Peary was happy to oblige, but when he returned to New York in the fall he had with him not one man, but three, along with one woman and two children. Tragically, many of the Inuit soon fell ill, and by winter all but one man, Uisaakassak, and one child, Minik, had died of tuberculosis. Uisaakassak returned to Greenland in the spring, but a museum staff member adopted eight-year-old Minik and raised him with their children.

As a teenager, Minik learned that his father’s body had not been buried as he had been told, but had instead been processed, and his bones stored at the museum. Minik embarked on an unsuccessful battle to have his father’s remains returned to him for burial, and then pleaded with Peary to give him passage back to Greenland. Peary refused, but in 1909 Josephine Peary arranged for Minik to go north on a vessel being sent to meet her husband.

Minik struggled at first, having forgotten much of the language and having missed the crucial years of training that other young hunters had. Still, he was able to relearn and become a competent hunter. He did not forget his years in New York and in 1917 arranged to sail south once more. He took a job in a lumber camp in northern New Hampshire, and died there in the fall of 1918, a victim of the influenza pandemic.

Cultural Collections at the Portland Society of Natural History
The PSNH cultural collections included over 500 archaeological items like pre-Columbian pottery and hundreds of cultural materials like Wabanaki baskets. The worldwide cultural items were displayed mixed together, alongside biological and mineral collections.

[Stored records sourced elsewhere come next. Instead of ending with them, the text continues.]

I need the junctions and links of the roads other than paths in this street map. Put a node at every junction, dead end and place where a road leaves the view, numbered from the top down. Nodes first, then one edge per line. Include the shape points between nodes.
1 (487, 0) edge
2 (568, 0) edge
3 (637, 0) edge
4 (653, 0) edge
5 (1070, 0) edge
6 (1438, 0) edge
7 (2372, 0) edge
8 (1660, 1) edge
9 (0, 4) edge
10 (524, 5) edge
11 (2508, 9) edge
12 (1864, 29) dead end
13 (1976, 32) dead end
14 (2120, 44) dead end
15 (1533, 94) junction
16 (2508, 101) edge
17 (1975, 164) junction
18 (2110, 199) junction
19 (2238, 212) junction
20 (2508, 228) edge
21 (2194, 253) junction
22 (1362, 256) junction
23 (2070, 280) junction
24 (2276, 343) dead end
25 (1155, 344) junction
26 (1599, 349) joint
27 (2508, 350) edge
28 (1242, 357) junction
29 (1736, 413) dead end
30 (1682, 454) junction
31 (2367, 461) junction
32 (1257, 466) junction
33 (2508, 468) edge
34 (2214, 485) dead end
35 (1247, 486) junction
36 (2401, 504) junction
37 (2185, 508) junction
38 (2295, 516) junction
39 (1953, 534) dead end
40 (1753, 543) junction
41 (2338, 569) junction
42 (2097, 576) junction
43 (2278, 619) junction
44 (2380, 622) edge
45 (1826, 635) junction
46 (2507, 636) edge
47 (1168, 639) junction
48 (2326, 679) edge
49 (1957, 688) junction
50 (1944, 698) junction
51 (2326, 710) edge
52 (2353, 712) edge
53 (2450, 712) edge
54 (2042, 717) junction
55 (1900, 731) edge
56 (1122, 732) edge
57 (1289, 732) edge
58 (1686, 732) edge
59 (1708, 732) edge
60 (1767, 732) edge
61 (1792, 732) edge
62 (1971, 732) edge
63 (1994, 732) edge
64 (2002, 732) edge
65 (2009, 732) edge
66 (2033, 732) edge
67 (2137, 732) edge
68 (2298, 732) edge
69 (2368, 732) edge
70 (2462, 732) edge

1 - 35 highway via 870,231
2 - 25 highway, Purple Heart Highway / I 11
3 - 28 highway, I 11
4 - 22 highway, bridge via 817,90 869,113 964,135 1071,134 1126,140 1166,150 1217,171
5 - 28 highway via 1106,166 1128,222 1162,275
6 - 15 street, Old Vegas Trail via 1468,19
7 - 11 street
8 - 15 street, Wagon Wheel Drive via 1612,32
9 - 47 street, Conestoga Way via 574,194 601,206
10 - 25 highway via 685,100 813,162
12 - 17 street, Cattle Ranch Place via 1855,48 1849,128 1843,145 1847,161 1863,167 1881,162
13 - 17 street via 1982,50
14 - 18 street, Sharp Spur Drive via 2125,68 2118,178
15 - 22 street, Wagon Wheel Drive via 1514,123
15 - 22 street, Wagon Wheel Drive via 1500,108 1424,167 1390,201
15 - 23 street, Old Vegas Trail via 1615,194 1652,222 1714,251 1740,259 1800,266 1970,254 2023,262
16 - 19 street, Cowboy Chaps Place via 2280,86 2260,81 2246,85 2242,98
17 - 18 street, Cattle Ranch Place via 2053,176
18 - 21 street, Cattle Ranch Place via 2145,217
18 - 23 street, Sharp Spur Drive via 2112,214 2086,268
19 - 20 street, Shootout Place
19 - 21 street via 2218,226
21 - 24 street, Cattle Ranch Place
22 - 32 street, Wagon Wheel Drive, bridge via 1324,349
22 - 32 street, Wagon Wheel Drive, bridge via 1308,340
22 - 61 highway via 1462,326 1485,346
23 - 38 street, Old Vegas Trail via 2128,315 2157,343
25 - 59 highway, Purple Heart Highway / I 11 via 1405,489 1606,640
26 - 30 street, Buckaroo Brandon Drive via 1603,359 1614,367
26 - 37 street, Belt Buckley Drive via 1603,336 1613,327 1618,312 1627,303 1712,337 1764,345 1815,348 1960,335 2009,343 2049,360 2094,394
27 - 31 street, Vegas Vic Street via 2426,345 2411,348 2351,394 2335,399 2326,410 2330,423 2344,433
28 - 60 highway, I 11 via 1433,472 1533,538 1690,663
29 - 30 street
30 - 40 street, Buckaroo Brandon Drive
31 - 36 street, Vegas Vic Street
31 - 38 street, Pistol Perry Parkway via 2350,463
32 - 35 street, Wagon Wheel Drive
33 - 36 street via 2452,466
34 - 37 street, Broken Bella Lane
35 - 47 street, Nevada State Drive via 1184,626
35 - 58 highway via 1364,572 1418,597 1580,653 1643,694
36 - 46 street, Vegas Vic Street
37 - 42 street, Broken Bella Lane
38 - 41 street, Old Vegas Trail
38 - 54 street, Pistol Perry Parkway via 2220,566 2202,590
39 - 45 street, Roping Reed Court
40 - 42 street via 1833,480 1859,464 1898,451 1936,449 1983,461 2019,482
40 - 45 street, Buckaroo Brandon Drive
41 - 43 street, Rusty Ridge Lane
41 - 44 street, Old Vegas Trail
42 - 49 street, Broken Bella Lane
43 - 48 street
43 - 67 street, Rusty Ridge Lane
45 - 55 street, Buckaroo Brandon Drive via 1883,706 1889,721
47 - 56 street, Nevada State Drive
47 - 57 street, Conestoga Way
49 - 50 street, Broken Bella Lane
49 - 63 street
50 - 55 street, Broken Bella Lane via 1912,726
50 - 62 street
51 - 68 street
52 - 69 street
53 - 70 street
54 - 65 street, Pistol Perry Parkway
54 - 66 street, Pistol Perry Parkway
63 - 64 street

Anthropology collections displayed at Maine Historical Society, 2023

Anthropology collections displayed at Maine Historical Society, 2023

Cultural items formerly in the PSNH, transferred to the Hudson Museum at the University of Maine starting in 1970.

The Portland Society of Natural History had vast global cultural collections, including Wabanaki items like a Penobscot birch bark canoe and Penobscot root club. Starting in the 1970s, Indigenous peoples in the United States demanded accountability from museums and crafted decolonizing strategies and federal laws as pathways for repatriation of ancestors and sacred items, deep collaborations, and accurate representation.

PSNH staff donated most of the cultural collections to the University of Maine’s Hudson Museum upon closing in 1970. When the PSNH burned in 1866, museums across the nation sent donations to help rebuild the collections. The Smithsonian contributed a cultural “Smithsonian Starter Kit” that included eight items from the Arctic and others from the Pacific, amassed by the US Exploring Expedition from 1838 to the 1850s that mapped and explored the Pacific, Antarctica, and the American Northwest Coast. Individuals added to the PSNH collections from 1866 to 1970.